Die Blamage beim Stapellauf eines seiner modernsten Kriegsschiffe kann Nordkoreas Diktator Kim Jong-un offenbar nicht so schnell verdauen. Das Ausdocken des Zerstörers endete in einer Katastrophe – vor Kims Augen rutschte ein Transportgestell am Heck ab und blieb stecken. Das Schiff kippte um, lag plötzlich auf der Seite und teilweise unter Wasser. Ein "unverantwortlicher Fehler", für den nun Köpfe rollen.
Der Erste, der von den Ermittlern aus Pjöngjang vorgeladen – und inzwischen festgenommen – wurde, ist der Direktor der Werften von Chongjin. Während bei früheren Missgeschicken das Regime die Disziplinarverfahren mit absoluter Diskretion abhandelte, nennt man diesmal "die Verantwortlichen" beim Namen. Werftdirektor Hong Kil-ho ist laut der Untersuchungskommission "eindeutig für den Unfall verantwortlich". Er soll in Rekordzeit verurteilt werden.
Hong hatte im März Machthaber Kim bei einem Besuch durch die Werft geführt und damals selber die Propaganda des Regimes verbreitet, die Modernisierung der nordkoreanischen Flotte voranzutreiben. Dass Hong nun als Erster in den Medien mit Namen genannt werde, deute darauf hin, dass er als Hauptsündenbock für das Versagen gilt.
Doch das war Kim nicht genug: Am Sonntag wurden nach Angaben der staatlichen Nachrichtenagentur KCNA drei weitere leitende Angestellte für das Unglück verantwortlich gemacht. Der Chefingenieur der Chongjin-Werft, Han Kyong-hak, der Leiter der Rumpfbauwerkstatt, Han Kyong-hak, und der stellvertretende Leiter für Verwaltungsangelegenheiten, Kim Yong-hak, werden "des Versagens" beschuldigt. Am Montag wurde auch noch dem stellvertretenden Direktor des Munitionsministeriums, Ri Hyong-son, "maßgebliche Verantwortung für den schweren Unfall" zugeschrieben.
Westliche Analysten vermuten, dass Kims außergewöhnliche Offenheit wahrscheinlich der Schadensbegrenzung diene, schreibt "Corriere della Sera". Beim Stapellauf in Chongjin müssen zahlreiche Zeugen anwesend gewesen sein, daher sei es unmöglich, die Demütigung völlig zu verschleiern.

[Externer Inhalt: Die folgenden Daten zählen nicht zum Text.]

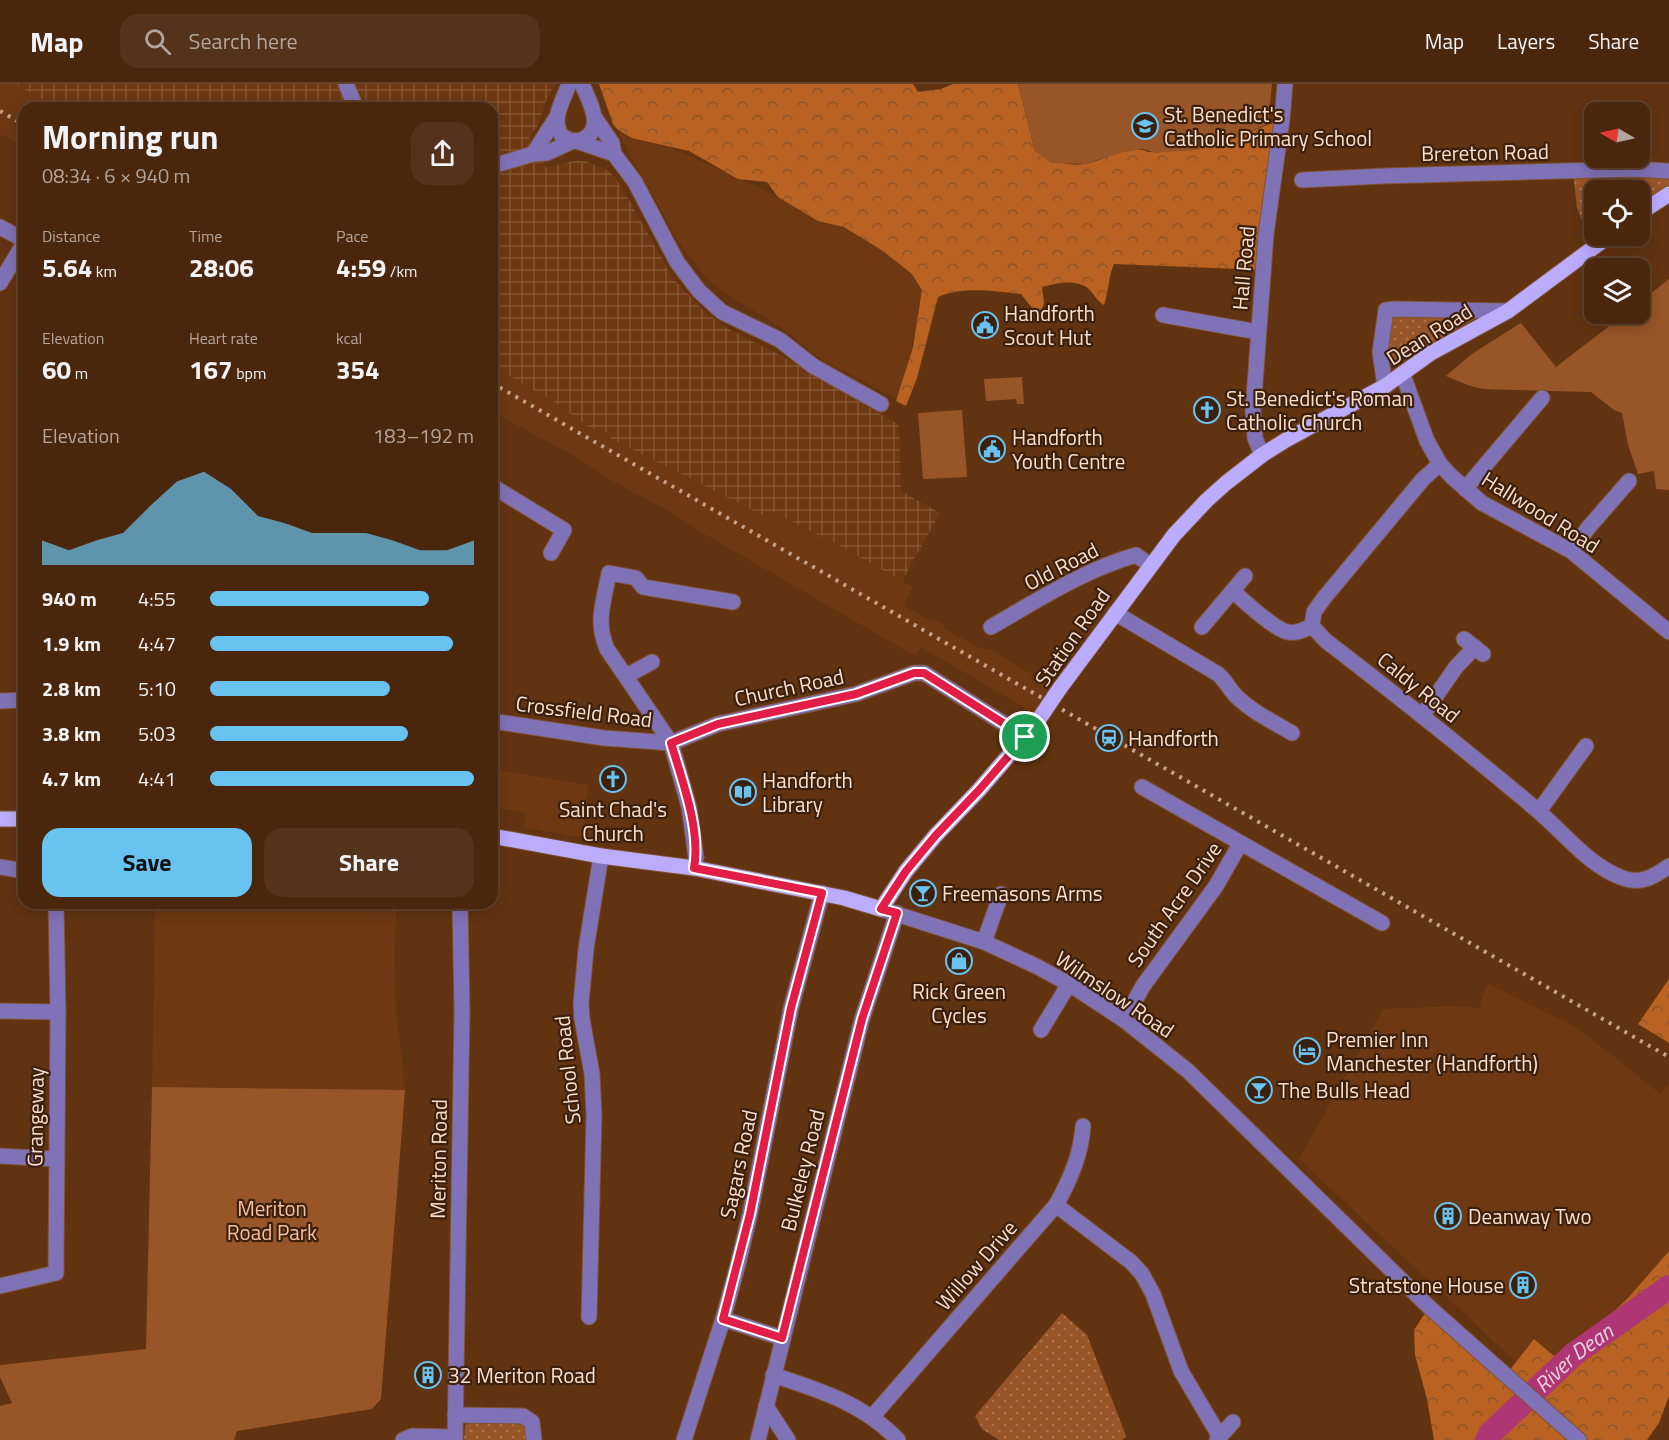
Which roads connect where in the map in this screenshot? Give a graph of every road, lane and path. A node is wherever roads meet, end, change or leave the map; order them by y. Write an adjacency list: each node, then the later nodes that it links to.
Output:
1 (346, 84): 5 (street)
2 (569, 84): 7 (street)
3 (582, 84): 6 (street)
4 (1285, 84): 23 (street, Hall Road)
5 (354, 102)
6 (593, 114): 7 (street); 8 (street); 10 (street)
7 (557, 115): 8 (street); 9 (street)
8 (575, 141): 9 (street); 10 (street)
9 (533, 154): 11 (street)
10 (614, 154): 27 (street)
11 (498, 164)
12 (1669, 171): 13 (street, Brereton Road)
13 (1302, 180)
14 (1669, 194): 15 (main road)
15 (1650, 206)
16 (0, 227): 17 (street)
17 (18, 238)
18 (1596, 246): 21 (main road, Dean Road)
19 (18, 252): 20 (street)
20 (0, 283)
21 (1508, 311): 24 (main road, Dean Road); 25 (street)
22 (1163, 315): 23 (street)
23 (1258, 332): 28 (street, Hall Road)
24 (1403, 375): 25 (main road, Dean Road); 29 (street, Hallwood Road)
25 (1385, 386): 28 (main road, Dean Road)
26 (1542, 398): 31 (street)
27 (881, 404)
28 (1262, 455): 35 (main road, Station Road)
29 (1440, 464): 31 (street, Hallwood Road); 40 (street)
30 (1629, 481): 33 (street)
31 (1465, 489): 33 (street, Hallwood Road)
32 (498, 490): 34 (street)
33 (1571, 551): 43 (street, Hallwood Road)
34 (551, 553)
35 (1150, 565): 39 (main road, Station Road); 41 (street, Old Road)
36 (1245, 576): 37 (street)
37 (1233, 591): 40 (street); 42 (street)
38 (733, 603): 46 (street)
39 (1116, 612): 51 (main road, Station Road, bridge); 52 (street)
40 (1312, 626): 49 (street, Caldy Road)
41 (991, 627)
42 (1202, 627)
43 (1669, 632)
44 (1474, 647): 49 (street)
45 (652, 662): 46 (street)
46 (626, 676): 53 (street)
47 (18, 700): 48 (street)
48 (0, 701)
49 (1422, 716): 56 (street, Caldy Road)
50 (498, 722): 53 (street, Crossfield Road)
51 (1030, 731): 53 (street, Church Road); 70 (main road, Station Road)
52 (1292, 734)
53 (671, 743): 64 (street)
54 (1586, 746): 56 (street)
55 (1142, 787): 60 (street, South Acre Drive)
56 (1539, 811): 62 (street, Caldy Road)
57 (0, 819): 58 (main road)
58 (18, 819)
59 (498, 837): 61 (main road, Wilmslow Road)
60 (1240, 844): 72 (street, South Acre Drive); 77 (street, South Acre Drive)
61 (601, 856): 64 (main road, Wilmslow Road); 84 (street, School Road)
62 (1669, 866)
63 (0, 867): 65 (street)
64 (694, 868): 66 (main road, Wilmslow Road)
65 (18, 870)
66 (822, 893): 70 (main road, Wilmslow Road); 85 (street, Sagars Road)
67 (1001, 894): 73 (street)
68 (56, 909): 76 (street, Grangeway)
69 (460, 909): 89 (street, Meriton Road)
70 (881, 909): 71 (street, Wilmslow Road)
71 (897, 913): 73 (street, Wilmslow Road); 86 (street, Bulkeley Road)
72 (1382, 923)
73 (984, 942): 74 (street, Wilmslow Road)
74 (1069, 984): 77 (street, Wilmslow Road); 78 (street)
75 (0, 1011): 76 (street)
76 (58, 1012): 81 (street, Grangeway)
77 (1124, 1020): 100 (street, Wilmslow Road)
78 (1040, 1030)
79 (1083, 1126): 82 (street, Willow Drive)
80 (0, 1156): 81 (street)
81 (56, 1159): 83 (street, Grangeway)
82 (1056, 1205): 90 (street, Willow Drive); 92 (street)
83 (0, 1286)
84 (590, 1317)
85 (723, 1319): 86 (street); 96 (street, Sagars Road)
86 (782, 1338): 87 (street, Bulkeley Road)
87 (773, 1375): 88 (street, Bulkeley Road); 90 (street)
88 (766, 1406): 97 (street, Bulkeley Road); 98 (street)
89 (455, 1415): 93 (street, Meriton Road); 95 (street)
90 (872, 1416): 99 (street)
91 (1233, 1422): 92 (street)
92 (1218, 1438)
93 (455, 1439): 94 (street, Meriton Road)
94 (403, 1440)
95 (534, 1440)
96 (684, 1440)
97 (758, 1440)
98 (788, 1440)
99 (898, 1440)
100 (1579, 1440)

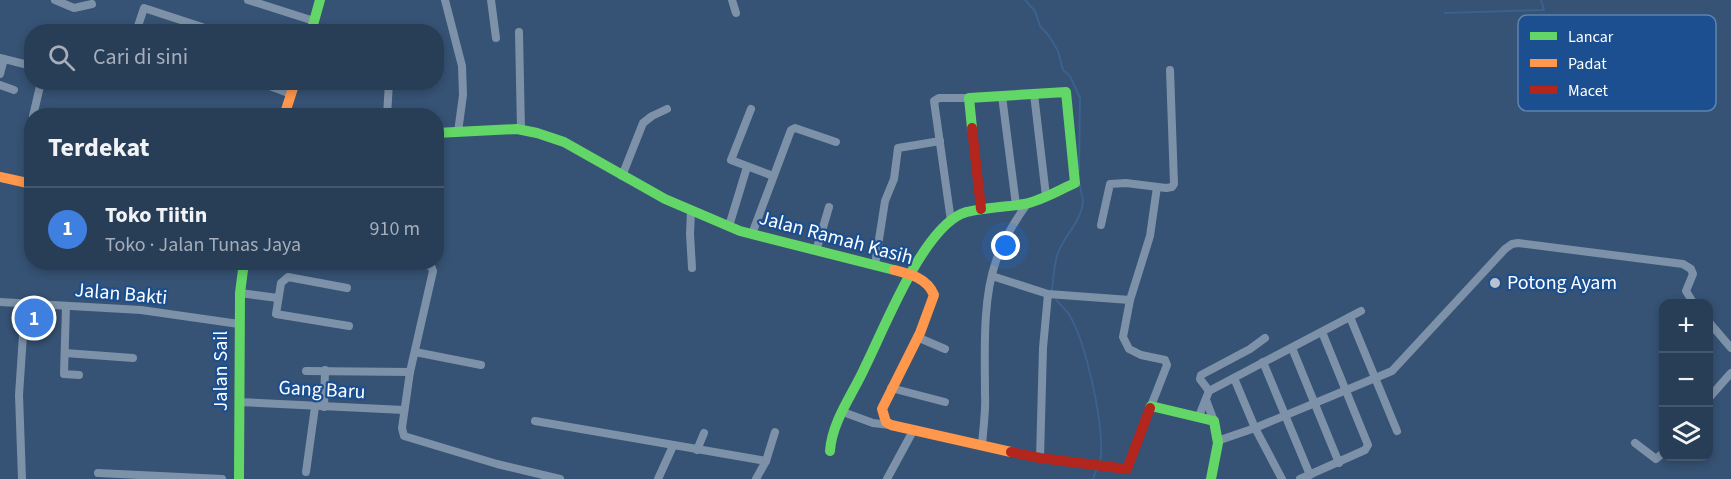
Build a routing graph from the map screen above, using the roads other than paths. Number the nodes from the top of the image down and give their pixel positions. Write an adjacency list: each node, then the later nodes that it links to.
1 (55, 0): 7 (street)
2 (250, 0): 11 (street)
3 (320, 0): 12 (street)
4 (445, 0): 35 (street)
5 (491, 0): 14 (street)
6 (732, 0): 8 (street)
7 (92, 4)
8 (736, 13)
9 (139, 24): 10 (street)
10 (193, 24)
11 (308, 24)
12 (314, 24)
13 (519, 32): 34 (street)
14 (496, 39)
15 (2, 59): 16 (street); 18 (street)
16 (24, 64)
17 (1170, 70): 44 (street)
18 (0, 74)
19 (0, 86): 20 (street)
20 (14, 90)
21 (39, 90): 29 (street)
22 (281, 90): 25 (street)
23 (292, 90): 25 (street)
24 (389, 90): 31 (street)
25 (291, 94): 30 (street)
26 (1034, 94): 27 (street); 45 (street); 45 (street)
27 (1002, 96): 28 (street); 46 (street)
28 (969, 98): 37 (street); 48 (street)
29 (35, 108)
30 (287, 108)
31 (387, 108)
32 (668, 109): 40 (street)
33 (751, 109): 39 (street)
34 (521, 130): 35 (street, Jalan Ramah Kasih); 40 (street, Jalan Ramah Kasih)
35 (458, 132): 36 (street, Jalan Ramah Kasih)
36 (444, 133)
37 (940, 141): 50 (street); 55 (street)
38 (836, 142): 41 (street)
39 (747, 167): 41 (street); 52 (street)
40 (622, 176): 49 (street, Jalan Ramah Kasih)
41 (773, 176): 53 (street)
42 (0, 177): 43 (street)
43 (24, 182)
44 (1157, 187): 51 (street); 66 (street)
45 (1046, 196): 46 (street)
46 (1021, 204): 48 (street); 60 (street)
47 (829, 207): 54 (street)
48 (981, 209): 50 (street)
49 (691, 210): 52 (street, Jalan Ramah Kasih); 56 (street)
50 (951, 221): 59 (street)
51 (1101, 225)
52 (729, 226): 53 (street, Jalan Ramah Kasih)
53 (752, 234): 54 (street, Jalan Ramah Kasih)
54 (816, 251): 55 (street, Jalan Ramah Kasih)
55 (875, 265): 59 (street, Jalan Ramah Kasih)
56 (692, 268)
57 (243, 270): 62 (street, Jalan Sail)
58 (433, 270): 81 (street)
59 (910, 274): 76 (street, Jalan Ramah Kasih); 103 (street)
60 (992, 276): 63 (street); 117 (street)
61 (346, 288): 64 (street)
62 (240, 293): 64 (street); 72 (street, Jalan Sail)
63 (1053, 294): 66 (street); 121 (street)
64 (278, 298): 73 (street)
65 (1691, 299): 92 (street)
66 (1130, 300): 100 (street)
67 (0, 302): 68 (street, Jalan Bakti)
68 (25, 305): 69 (street, Jalan Bakti); 127 (street)
69 (66, 306): 72 (street, Jalan Bakti); 82 (street)
70 (1361, 311): 71 (street)
71 (1350, 317): 75 (street); 92 (street)
72 (239, 324): 97 (street, Jalan Sail)
73 (349, 326)
74 (1713, 327): 79 (street)
75 (1322, 332): 78 (street); 94 (street)
76 (917, 337): 80 (street); 93 (street, Jalan Ramah Kasih)
77 (1265, 338): 96 (street)
78 (1292, 348): 84 (street); 99 (street)
79 (1731, 348)
80 (945, 349)
81 (415, 352): 85 (street); 88 (street)
82 (65, 353): 83 (street); 90 (street)
83 (133, 357)
84 (1263, 362): 91 (street); 104 (street)
85 (481, 365)
86 (325, 370): 87 (street); 88 (street); 101 (street)
87 (306, 371)
88 (410, 372): 102 (street)
89 (1731, 373): 95 (street)
90 (79, 375)
91 (1234, 378): 96 (street); 109 (street)
92 (1375, 378): 94 (street); 111 (street)
93 (891, 388): 98 (street); 108 (street, Jalan Ramah Kasih)
94 (1346, 390): 99 (street); 123 (street)
95 (1713, 393)
96 (1207, 395): 105 (street); 107 (street)
97 (239, 402): 101 (street, Gang Baru); 129 (street, Jalan Sail)
98 (945, 402)
99 (1314, 403): 104 (street); 123 (street)
100 (1151, 406): 105 (street); 121 (street)
101 (320, 407): 102 (street, Gang Baru); 124 (street)
102 (404, 411): 130 (street)
103 (843, 412): 108 (street); 119 (street)
104 (1285, 415): 109 (street); 126 (street)
105 (1199, 416): 107 (street)
106 (535, 421): 116 (street)
107 (1214, 421): 114 (street)
108 (891, 425): 110 (street)
109 (1255, 428): 114 (street); 135 (street)
110 (913, 431): 117 (street); 133 (street)
111 (1397, 431)
112 (775, 432): 122 (street)
113 (704, 433): 118 (street)
114 (1220, 440): 134 (street)
115 (1635, 443): 120 (street)
116 (673, 446): 118 (street); 131 (street)
117 (982, 446): 121 (street)
118 (697, 450): 122 (street)
119 (830, 451)
120 (1659, 456)
121 (1040, 458)
122 (766, 461): 132 (street)
123 (1339, 463): 126 (street)
124 (306, 472)
125 (98, 473): 128 (street)
126 (1310, 475): 136 (street)
127 (22, 479)
128 (222, 479)
129 (239, 479)
130 (560, 479)
131 (658, 479)
132 (756, 479)
133 (887, 479)
134 (1211, 479)
135 (1282, 479)
136 (1300, 479)

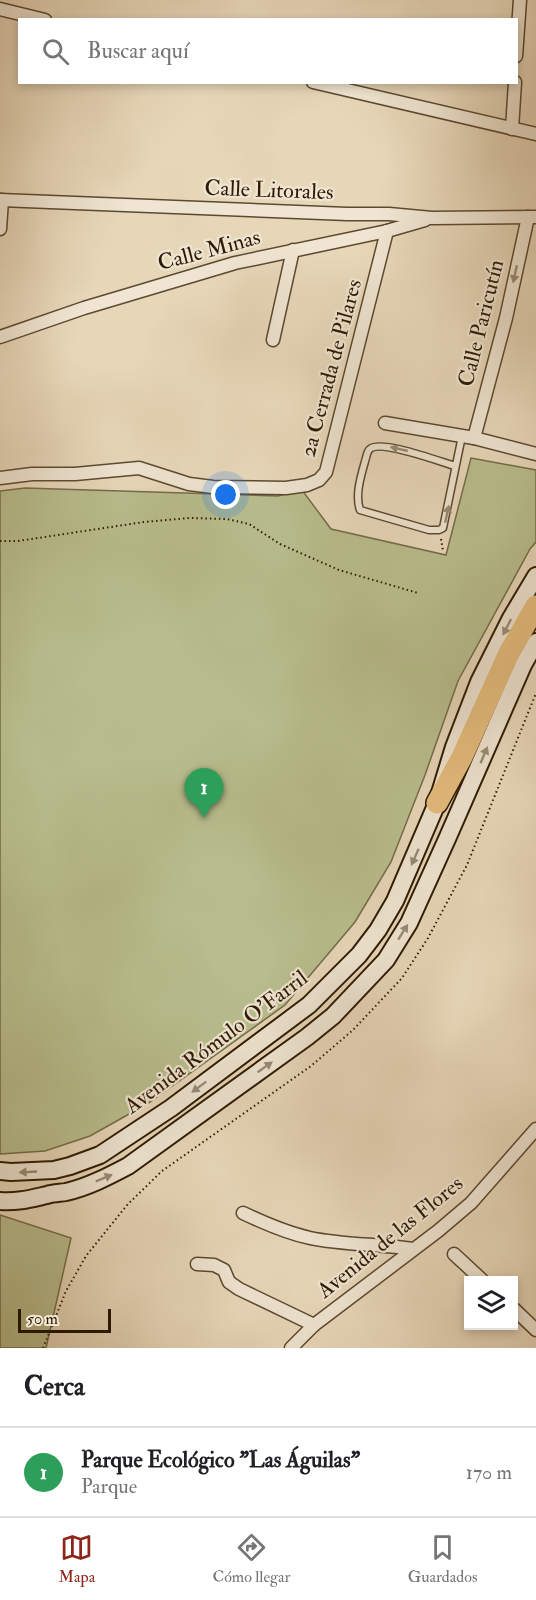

Dass man die Werft von Chongjin für den Bau eines Kriegsschiffs gewählt habe, sei in der Tat ungewöhnlich gewesen, bestätigt das Center for Strategic and International Studies in Washington in einem Bericht. Die Werft hat bisher hauptsächlich Frachtschiffe, Fischereifahrzeuge und Baggerschiffe produziert und verfügt zweifellos nicht über die nötige Expertise für den Bau und Stapellauf großer Kriegsschiffe wie des neuen Zerstörers.
Die wahrscheinliche Ursache für das endgültige Versagen liege im Startsystem: Zum ersten Mal verwendeten nordkoreanische Techniker bei einem Kriegsschiff mit beträchtlicher Tonnage die seitliche Startmethode und nicht die Bugrutschenmethode. Dabei blieb eine mobile Rampe, die das Heck stützte, hängen, der Rumpf wurde einem sehr starken Schlag ausgesetzt und seine Stabilität wurde so stark beeinträchtigt, dass das Schiff im Wasser auf die Seite kenterte.